* _ABOUT THIS TASK_: Give the listing again exactly as written.

* _DATA RECORDS_:

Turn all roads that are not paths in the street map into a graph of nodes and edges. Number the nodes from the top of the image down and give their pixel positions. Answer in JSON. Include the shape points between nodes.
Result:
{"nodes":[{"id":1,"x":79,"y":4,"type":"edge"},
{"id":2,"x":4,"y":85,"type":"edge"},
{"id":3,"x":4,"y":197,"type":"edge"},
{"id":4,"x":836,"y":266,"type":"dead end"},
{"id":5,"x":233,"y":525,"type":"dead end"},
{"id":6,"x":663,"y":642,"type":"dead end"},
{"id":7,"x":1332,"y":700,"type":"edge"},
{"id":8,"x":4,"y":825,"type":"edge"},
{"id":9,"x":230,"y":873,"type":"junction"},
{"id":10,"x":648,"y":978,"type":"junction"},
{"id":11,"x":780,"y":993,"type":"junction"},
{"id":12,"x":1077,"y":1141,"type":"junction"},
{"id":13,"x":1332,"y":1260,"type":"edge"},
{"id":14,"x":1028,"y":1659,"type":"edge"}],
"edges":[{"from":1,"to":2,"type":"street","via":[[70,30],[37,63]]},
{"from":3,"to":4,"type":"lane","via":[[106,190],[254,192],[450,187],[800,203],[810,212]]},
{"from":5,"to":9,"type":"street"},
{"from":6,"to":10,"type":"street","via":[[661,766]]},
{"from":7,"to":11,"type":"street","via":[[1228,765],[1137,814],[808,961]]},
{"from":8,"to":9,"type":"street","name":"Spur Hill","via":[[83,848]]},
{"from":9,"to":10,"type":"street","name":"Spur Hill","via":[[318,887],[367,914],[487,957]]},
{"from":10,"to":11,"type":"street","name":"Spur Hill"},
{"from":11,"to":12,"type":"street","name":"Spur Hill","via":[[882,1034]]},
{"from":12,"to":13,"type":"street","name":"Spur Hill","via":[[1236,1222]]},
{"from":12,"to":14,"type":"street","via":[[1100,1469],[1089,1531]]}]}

* _OUTPUT OF THE EXERCISE_:
Turn all roads that are not paths in the street map into a graph of nodes and edges. Number the nodes from the top of the image down and give their pixel positions. Answer in JSON. Include the shape points between nodes.
Result:
{"nodes":[{"id":1,"x":79,"y":4,"type":"edge"},
{"id":2,"x":4,"y":85,"type":"edge"},
{"id":3,"x":4,"y":197,"type":"edge"},
{"id":4,"x":836,"y":266,"type":"dead end"},
{"id":5,"x":233,"y":525,"type":"dead end"},
{"id":6,"x":663,"y":642,"type":"dead end"},
{"id":7,"x":1332,"y":700,"type":"edge"},
{"id":8,"x":4,"y":825,"type":"edge"},
{"id":9,"x":230,"y":873,"type":"junction"},
{"id":10,"x":648,"y":978,"type":"junction"},
{"id":11,"x":780,"y":993,"type":"junction"},
{"id":12,"x":1077,"y":1141,"type":"junction"},
{"id":13,"x":1332,"y":1260,"type":"edge"},
{"id":14,"x":1028,"y":1659,"type":"edge"}],
"edges":[{"from":1,"to":2,"type":"street","via":[[70,30],[37,63]]},
{"from":3,"to":4,"type":"lane","via":[[106,190],[254,192],[450,187],[800,203],[810,212]]},
{"from":5,"to":9,"type":"street"},
{"from":6,"to":10,"type":"street","via":[[661,766]]},
{"from":7,"to":11,"type":"street","via":[[1228,765],[1137,814],[808,961]]},
{"from":8,"to":9,"type":"street","name":"Spur Hill","via":[[83,848]]},
{"from":9,"to":10,"type":"street","name":"Spur Hill","via":[[318,887],[367,914],[487,957]]},
{"from":10,"to":11,"type":"street","name":"Spur Hill"},
{"from":11,"to":12,"type":"street","name":"Spur Hill","via":[[882,1034]]},
{"from":12,"to":13,"type":"street","name":"Spur Hill","via":[[1236,1222]]},
{"from":12,"to":14,"type":"street","via":[[1100,1469],[1089,1531]]}]}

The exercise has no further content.